REPUBLIKA.CO.ID, JAKARTA -- Celine Dion mengumumkan bahwa dia terpaksa membatalkan turnya di Eropa setelah didiagnosis mengidap Stiff Person Syndrome (SPS), suatu kondisi yang menyebabkan kekakuan otot yang melemahkan. Tanpa perawatan intensif, SPS juga bisa berkembang menjadi kesulitan berjalan yang signifikan dan memengaruhi kemampuan penderita dalam melakukan aktivitas rutin.
Sindrom neurologis langka yang memengaruhi satu dari satu juta orang tersebut memiliki ciri khas penyakit autoimun, tetapi gejalanya bervariasi setiap orang.

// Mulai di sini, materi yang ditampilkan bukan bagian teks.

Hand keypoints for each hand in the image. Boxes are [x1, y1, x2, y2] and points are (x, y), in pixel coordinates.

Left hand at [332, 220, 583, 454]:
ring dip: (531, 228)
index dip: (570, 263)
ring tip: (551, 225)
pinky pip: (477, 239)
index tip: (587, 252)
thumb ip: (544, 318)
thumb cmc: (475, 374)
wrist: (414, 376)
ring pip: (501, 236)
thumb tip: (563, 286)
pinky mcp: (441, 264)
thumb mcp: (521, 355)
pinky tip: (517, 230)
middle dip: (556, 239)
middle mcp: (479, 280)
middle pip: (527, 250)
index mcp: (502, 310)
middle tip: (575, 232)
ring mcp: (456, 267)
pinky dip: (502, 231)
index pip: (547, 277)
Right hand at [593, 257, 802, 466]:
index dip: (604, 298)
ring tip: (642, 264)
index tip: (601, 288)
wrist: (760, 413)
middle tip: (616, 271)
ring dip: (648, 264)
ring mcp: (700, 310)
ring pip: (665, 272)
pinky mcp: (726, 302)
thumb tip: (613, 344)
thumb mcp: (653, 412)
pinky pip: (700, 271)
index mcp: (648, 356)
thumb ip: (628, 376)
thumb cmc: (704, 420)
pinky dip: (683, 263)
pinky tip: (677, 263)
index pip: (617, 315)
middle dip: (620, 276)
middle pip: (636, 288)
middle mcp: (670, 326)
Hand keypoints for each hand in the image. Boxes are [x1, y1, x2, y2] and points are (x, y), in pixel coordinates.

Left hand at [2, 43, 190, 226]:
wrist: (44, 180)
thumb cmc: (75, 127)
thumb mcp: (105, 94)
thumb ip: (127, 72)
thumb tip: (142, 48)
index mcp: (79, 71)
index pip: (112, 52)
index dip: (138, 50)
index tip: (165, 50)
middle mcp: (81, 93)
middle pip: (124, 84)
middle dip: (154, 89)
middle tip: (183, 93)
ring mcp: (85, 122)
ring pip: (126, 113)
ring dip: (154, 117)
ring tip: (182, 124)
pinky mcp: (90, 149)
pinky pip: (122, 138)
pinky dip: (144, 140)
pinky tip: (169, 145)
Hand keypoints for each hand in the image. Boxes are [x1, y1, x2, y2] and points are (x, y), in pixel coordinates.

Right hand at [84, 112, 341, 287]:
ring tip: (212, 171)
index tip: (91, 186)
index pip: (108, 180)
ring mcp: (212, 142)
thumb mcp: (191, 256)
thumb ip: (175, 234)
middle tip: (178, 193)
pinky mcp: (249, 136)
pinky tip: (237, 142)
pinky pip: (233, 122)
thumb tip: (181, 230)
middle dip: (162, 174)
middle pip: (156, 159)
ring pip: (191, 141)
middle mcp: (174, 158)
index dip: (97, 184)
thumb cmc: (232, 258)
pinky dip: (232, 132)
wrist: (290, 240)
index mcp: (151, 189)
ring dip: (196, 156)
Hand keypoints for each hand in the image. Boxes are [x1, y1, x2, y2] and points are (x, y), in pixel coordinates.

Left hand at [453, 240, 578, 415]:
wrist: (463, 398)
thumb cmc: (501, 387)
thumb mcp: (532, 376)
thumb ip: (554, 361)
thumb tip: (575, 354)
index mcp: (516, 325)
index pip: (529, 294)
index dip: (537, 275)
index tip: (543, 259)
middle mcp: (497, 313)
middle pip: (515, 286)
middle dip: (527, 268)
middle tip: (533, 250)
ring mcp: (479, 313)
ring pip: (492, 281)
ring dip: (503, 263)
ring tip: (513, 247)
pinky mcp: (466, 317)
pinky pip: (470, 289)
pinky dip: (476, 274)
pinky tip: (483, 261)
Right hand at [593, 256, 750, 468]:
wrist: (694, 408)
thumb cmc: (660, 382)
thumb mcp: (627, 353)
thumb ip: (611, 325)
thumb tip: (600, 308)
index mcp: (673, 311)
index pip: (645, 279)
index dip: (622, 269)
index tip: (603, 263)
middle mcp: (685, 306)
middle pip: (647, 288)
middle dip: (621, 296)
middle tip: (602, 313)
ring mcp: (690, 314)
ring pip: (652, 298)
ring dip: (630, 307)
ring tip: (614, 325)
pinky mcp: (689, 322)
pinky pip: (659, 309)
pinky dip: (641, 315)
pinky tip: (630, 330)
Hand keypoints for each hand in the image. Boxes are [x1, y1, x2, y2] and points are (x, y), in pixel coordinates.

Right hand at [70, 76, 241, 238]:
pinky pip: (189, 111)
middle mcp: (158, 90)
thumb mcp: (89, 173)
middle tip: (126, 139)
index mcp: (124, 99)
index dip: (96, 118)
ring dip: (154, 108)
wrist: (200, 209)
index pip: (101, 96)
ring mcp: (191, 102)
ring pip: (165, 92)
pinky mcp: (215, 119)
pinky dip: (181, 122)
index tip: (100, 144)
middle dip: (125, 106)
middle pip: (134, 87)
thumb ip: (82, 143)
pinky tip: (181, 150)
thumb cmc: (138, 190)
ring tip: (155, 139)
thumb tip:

Meskipun ada beberapa gejala umum yang terjadi dalam banyak kasus.
Kepada para penggemarnya, Dion mengatakan bahwa sejak lama dia telah merasakan salah satu gejala SPS, yaitu kejang. "Sambil mempelajari tentang kondisi langka ini, kami sekarang tahu bahwa itulah yang menyebabkan kejang yang saya alami," kata Dion, seperti dilansir dari Express, Sabtu (10/12/2022).
Dalam pernyataan terbaru di situs web Celine Dion, dijelaskan bahwa diva pop tersebut sedang dirawat karena kejang otot yang parah dan konstan. Adapun pemulihannya disebut akan memakan waktu lebih lama dari yang diharapkan.
"Tim medisnya terus mengevaluasi dan merawat kondisinya," tulis pernyataan tersebut.
Cleveland Clinic menjelaskan bahwa penderita SPS pertama-tama mengalami kekakuan otot-otot tubuh dari waktu ke waktu, yang diikuti dengan perkembangan kekakuan di kaki dan otot-otot lain di tubuh. Meskipun prevalensi kondisi tersebut sekitar satu dari satu juta orang, penelitian menunjukkan SPS mungkin terlalu diremehkan.
"Kelangkaan ini berarti sejumlah besar pasien dan keluarga dibiarkan dengan banyak pertanyaan dan sedikit jawaban," kata Cleveland Clinic.
Sementara itu, menurut Medicinenet, dari awal gejala hingga kematian, perjalanan sindrom SPS berkisar antara enam hingga 28 tahun. "Banyak penderita mengalami gangguan yang lambat yang sebagian besar tanpa gejala, diselingi oleh episode kekakuan sesekali," ujar badan kesehatan itu.